Psychosocial risks and stress at work

Psychosocial risks

Anything in the design or management of work that increases the risk of work-related stress can be understood as a psychosocial hazard.

While stress itself does not constitute a physical or psychological injury, a stress response includes the physical, mental and emotional reactions that occur when a worker perceives that the demands of work exceed their ability or resources to cope. If prolonged and/or severe, work-related stress can cause both psychological and physical injuries.
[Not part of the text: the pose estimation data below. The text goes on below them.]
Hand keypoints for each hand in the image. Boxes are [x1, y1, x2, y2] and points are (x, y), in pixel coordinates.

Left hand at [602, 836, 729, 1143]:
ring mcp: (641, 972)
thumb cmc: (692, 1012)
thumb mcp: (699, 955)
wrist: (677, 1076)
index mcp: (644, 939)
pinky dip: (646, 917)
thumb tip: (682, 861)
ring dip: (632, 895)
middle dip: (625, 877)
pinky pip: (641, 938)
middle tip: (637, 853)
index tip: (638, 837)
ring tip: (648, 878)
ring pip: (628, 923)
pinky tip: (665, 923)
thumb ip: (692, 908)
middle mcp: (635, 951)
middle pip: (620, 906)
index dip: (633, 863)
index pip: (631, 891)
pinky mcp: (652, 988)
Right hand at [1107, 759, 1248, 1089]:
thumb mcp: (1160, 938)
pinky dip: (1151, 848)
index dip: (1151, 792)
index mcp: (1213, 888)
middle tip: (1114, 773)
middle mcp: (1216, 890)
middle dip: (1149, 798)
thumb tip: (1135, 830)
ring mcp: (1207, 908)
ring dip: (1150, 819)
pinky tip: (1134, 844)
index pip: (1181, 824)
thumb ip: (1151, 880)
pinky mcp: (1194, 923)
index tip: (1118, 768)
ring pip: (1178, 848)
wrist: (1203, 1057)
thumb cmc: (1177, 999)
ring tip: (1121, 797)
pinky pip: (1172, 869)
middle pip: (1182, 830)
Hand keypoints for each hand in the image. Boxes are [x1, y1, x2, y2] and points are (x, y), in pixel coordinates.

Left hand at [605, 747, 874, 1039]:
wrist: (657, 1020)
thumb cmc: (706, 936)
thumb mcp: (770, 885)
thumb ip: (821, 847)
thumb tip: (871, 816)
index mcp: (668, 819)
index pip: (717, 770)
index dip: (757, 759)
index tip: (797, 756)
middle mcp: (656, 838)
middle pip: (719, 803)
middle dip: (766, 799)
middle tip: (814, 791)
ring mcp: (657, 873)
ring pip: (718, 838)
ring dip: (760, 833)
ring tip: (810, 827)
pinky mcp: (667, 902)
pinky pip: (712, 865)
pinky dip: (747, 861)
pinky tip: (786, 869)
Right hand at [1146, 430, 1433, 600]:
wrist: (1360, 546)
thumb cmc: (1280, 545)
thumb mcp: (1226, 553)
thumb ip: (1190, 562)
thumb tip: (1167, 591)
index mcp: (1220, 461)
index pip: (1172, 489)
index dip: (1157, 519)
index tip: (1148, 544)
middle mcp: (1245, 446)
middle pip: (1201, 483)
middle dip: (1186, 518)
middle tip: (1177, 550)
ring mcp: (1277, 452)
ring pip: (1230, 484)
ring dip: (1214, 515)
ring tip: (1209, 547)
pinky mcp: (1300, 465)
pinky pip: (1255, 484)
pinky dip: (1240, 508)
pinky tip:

While pressure is normal in many workplaces, stress may result when ‘pressure becomes excessive or otherwise unmanageable’.

Common psychosocial risks

There are a variety of aspects of work which can pose psychosocial risks to workers. 

Job content/task design

Lack of variety in the work; under-use of skills or under-skilled for work

Workload and work pace

Long or unsocial work hours; shift working; inflexible hours

Job control

Lack of control over job design or workload; limited participation in deciding one’s own work

Environment and equipment

Unsafe equipment and resources; poor physical working conditions (such as poor lighting, excessive or irritating noise, poor ergonomics)

Organizational culture

Unclear organizational objectives; poor communication; culture that enables discrimination or abuse

Interpersonal relationships at work

Social or physical isolation; limited support from supervisors or colleagues; authoritarian supervision and poor line management; violence, harassment or bullying; discrimination and exclusion

Role in organization

Unclear job role within the organization or team

Career development

Under- or over-promotion; job insecurity; poor investment in development; punitive procedures for sickness absence and performance management

Home-work interface

Conflicting home/work demands; being away from home for work

What employers can do?

The key to deal with psychosocial hazards and risks in the workplace is prevention by means of:
  • conducting comprehensive risk assessment, covering all aspects of work, including psychosocial hazards and risks, as it is done with other workplace hazards;
  • adopting collective and individual preventive and control measures;
  • increasing the coping ability of workers by increasing their control over their tasks;
  • improving organizational communication;
  • allowing workers’ participation in decision making;
  • building up social support systems for workers within the workplace;
  • taking into account the interaction between working and living conditions;
  • enhancing the value placed on safety and health within the organization.